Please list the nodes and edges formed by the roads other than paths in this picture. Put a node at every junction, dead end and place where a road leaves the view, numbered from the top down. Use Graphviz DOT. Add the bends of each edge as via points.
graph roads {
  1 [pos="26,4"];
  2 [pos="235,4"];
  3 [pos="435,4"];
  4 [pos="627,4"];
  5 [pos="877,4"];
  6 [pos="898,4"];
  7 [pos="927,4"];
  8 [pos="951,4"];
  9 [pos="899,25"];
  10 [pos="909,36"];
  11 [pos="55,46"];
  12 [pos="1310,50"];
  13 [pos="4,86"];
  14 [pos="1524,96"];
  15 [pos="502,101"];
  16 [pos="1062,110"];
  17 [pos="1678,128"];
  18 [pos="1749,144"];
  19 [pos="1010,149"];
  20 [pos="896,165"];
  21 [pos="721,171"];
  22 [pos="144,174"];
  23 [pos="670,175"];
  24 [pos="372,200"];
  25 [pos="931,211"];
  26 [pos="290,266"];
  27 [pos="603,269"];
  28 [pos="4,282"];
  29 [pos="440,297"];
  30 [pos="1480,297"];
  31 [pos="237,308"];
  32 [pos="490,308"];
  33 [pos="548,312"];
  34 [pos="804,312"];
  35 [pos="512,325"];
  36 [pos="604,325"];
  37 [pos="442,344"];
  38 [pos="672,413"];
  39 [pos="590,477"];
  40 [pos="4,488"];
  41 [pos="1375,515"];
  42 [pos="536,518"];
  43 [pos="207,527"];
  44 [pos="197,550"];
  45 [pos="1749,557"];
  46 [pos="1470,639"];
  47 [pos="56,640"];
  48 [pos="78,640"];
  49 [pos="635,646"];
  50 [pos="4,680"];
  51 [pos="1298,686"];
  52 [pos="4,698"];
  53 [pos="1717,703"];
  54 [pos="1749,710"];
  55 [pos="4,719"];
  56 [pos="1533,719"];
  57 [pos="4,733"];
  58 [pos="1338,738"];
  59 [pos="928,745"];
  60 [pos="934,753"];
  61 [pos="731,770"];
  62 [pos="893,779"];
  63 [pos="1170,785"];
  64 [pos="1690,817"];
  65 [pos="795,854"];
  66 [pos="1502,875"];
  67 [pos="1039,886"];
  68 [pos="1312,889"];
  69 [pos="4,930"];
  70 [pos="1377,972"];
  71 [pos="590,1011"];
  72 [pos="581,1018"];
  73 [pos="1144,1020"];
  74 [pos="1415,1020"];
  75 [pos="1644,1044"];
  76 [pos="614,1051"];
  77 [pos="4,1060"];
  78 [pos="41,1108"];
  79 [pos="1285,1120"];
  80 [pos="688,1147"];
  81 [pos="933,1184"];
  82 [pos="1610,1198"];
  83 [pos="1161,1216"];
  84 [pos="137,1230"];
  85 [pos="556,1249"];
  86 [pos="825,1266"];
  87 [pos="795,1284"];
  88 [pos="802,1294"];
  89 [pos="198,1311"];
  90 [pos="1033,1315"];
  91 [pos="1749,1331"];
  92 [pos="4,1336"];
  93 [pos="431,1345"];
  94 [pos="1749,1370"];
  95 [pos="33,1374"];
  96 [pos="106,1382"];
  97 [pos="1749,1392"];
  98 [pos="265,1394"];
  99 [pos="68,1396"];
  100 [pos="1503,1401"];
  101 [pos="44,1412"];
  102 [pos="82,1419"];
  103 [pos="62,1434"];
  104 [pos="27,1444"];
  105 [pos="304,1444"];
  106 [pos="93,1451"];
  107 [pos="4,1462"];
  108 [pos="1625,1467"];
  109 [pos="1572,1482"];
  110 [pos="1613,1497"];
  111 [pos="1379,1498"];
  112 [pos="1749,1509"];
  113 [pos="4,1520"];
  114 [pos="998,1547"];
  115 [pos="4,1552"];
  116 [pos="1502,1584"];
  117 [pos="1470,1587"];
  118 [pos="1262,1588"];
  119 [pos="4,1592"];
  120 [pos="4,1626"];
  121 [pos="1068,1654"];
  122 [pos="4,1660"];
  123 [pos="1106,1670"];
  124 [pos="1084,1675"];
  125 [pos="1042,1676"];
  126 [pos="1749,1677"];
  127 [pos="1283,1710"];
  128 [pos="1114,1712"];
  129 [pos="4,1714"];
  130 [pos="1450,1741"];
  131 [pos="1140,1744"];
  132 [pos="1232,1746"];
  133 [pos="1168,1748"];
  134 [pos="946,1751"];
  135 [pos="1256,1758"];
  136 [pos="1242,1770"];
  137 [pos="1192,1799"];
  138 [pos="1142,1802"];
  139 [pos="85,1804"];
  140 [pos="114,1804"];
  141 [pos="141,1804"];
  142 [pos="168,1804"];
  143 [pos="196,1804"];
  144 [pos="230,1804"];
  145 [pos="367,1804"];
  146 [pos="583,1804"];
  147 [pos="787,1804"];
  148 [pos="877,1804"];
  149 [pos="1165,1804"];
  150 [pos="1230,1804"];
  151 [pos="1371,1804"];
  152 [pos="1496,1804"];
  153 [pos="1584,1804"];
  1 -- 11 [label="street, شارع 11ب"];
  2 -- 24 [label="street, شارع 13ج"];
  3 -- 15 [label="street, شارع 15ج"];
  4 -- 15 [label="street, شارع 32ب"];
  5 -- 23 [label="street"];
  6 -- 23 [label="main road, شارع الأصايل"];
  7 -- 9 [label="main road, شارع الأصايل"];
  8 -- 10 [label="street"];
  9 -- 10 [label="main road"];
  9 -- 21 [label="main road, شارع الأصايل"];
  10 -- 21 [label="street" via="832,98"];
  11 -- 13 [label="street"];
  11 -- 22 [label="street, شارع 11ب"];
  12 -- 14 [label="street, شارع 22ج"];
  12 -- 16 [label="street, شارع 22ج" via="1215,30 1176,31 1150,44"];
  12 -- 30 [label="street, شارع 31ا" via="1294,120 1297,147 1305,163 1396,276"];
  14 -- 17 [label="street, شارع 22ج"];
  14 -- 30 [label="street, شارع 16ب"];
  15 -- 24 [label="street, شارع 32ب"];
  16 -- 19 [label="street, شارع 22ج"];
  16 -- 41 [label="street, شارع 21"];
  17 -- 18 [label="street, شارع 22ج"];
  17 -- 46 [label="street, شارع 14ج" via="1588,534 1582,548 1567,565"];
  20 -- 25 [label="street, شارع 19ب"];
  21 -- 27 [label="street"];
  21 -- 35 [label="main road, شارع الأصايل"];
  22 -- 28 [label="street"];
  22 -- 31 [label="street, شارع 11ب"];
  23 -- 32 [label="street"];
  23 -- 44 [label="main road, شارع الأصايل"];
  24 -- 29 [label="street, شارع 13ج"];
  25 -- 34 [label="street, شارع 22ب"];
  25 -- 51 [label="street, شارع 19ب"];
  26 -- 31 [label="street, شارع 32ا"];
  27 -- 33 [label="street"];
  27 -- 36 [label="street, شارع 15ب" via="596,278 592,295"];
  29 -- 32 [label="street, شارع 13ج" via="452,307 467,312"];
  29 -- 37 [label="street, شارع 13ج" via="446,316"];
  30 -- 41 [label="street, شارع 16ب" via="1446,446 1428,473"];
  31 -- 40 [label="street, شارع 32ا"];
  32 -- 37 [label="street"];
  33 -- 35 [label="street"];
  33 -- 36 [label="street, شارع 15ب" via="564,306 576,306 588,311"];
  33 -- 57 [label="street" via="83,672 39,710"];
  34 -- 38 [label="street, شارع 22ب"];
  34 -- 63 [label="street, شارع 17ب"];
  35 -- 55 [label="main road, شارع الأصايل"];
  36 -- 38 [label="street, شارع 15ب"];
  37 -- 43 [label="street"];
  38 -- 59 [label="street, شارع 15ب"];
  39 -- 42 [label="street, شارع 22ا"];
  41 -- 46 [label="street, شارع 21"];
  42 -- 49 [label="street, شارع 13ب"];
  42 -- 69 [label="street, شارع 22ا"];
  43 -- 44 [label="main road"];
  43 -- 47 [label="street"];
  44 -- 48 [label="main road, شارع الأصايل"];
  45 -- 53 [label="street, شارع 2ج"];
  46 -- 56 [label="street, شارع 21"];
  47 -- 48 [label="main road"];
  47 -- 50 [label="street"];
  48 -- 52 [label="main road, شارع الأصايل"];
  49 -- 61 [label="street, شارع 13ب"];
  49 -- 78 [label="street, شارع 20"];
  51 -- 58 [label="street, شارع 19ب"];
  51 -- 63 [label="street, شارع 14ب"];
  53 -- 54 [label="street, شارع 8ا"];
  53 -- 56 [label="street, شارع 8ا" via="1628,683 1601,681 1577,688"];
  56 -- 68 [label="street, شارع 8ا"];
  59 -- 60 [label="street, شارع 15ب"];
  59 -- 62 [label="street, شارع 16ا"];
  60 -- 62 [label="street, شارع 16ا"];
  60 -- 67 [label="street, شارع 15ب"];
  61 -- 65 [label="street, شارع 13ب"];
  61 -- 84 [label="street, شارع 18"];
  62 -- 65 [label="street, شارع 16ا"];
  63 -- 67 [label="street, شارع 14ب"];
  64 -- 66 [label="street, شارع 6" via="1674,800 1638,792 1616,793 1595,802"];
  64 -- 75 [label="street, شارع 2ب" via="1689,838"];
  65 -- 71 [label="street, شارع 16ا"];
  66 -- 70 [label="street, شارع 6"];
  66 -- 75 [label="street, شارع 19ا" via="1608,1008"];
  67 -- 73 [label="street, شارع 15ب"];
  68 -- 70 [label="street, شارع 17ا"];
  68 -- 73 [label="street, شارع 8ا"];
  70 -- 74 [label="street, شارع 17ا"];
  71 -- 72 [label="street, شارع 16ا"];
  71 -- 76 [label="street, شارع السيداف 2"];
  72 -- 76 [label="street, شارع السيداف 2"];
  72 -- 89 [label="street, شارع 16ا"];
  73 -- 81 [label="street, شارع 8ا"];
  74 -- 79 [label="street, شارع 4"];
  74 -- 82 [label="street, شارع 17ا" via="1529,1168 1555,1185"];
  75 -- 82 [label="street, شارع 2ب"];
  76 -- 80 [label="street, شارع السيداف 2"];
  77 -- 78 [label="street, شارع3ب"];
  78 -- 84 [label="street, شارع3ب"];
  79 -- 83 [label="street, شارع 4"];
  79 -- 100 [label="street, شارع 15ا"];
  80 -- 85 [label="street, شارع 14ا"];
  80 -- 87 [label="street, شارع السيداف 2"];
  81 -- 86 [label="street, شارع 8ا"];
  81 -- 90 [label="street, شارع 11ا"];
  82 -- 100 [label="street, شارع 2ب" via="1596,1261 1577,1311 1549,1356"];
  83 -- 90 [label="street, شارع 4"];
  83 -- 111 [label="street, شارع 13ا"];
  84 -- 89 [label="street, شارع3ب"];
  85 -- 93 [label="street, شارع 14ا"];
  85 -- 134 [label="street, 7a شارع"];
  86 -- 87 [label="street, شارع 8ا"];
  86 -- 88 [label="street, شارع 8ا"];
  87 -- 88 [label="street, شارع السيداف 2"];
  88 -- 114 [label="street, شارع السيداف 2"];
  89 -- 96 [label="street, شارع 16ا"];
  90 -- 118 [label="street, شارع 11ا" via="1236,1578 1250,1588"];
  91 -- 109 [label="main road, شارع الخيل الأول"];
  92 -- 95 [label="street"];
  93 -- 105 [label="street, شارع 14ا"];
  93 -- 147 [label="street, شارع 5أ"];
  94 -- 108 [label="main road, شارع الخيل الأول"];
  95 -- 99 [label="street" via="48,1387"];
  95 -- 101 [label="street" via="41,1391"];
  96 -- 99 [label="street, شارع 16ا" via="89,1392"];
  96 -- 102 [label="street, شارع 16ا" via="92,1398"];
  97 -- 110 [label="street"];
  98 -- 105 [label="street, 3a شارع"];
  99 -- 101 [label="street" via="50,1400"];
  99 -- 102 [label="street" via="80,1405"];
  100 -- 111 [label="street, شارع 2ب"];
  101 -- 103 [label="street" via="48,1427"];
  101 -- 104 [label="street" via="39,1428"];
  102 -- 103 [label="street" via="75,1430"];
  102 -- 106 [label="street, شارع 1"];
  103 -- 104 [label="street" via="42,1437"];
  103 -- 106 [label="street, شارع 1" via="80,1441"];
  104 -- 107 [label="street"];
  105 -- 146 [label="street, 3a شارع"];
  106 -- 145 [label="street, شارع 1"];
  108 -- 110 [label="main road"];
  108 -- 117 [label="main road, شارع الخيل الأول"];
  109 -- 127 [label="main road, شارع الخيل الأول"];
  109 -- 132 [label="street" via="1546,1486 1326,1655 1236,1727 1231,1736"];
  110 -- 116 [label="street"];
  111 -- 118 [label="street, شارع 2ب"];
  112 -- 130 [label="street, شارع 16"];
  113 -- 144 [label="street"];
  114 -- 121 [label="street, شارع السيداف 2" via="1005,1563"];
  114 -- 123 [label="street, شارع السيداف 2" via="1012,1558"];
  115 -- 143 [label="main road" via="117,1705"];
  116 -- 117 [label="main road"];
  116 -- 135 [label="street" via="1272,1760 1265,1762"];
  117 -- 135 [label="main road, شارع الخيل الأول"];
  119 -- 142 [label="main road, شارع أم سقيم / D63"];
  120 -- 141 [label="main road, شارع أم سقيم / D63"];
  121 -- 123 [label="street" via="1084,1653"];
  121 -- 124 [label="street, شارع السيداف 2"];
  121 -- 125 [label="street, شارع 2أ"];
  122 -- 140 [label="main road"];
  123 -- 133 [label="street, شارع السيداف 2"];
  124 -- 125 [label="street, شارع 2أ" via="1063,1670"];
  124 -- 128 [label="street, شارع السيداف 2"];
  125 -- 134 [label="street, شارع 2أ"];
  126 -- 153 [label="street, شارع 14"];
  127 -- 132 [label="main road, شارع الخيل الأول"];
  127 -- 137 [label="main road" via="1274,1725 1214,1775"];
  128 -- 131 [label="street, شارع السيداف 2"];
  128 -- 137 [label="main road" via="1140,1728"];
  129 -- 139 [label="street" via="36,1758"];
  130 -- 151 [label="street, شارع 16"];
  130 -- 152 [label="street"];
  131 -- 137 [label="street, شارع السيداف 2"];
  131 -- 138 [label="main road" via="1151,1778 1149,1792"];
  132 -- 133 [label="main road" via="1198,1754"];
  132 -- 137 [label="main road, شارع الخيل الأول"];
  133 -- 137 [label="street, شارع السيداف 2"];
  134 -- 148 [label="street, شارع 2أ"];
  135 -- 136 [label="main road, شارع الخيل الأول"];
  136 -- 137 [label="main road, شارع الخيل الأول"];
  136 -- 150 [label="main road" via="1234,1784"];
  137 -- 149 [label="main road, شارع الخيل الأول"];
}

EXERCISE REQUIREMENTS: Lines that contain "roads" are the result; find them in the entries above and copy each one.

PROBLEM SOLUTION:
Please list the nodes and edges formed by the roads other than paths in this picture. Put a node at every junction, dead end and place where a road leaves the view, numbered from the top down. Use Graphviz DOT. Add the bends of each edge as via points.
graph roads {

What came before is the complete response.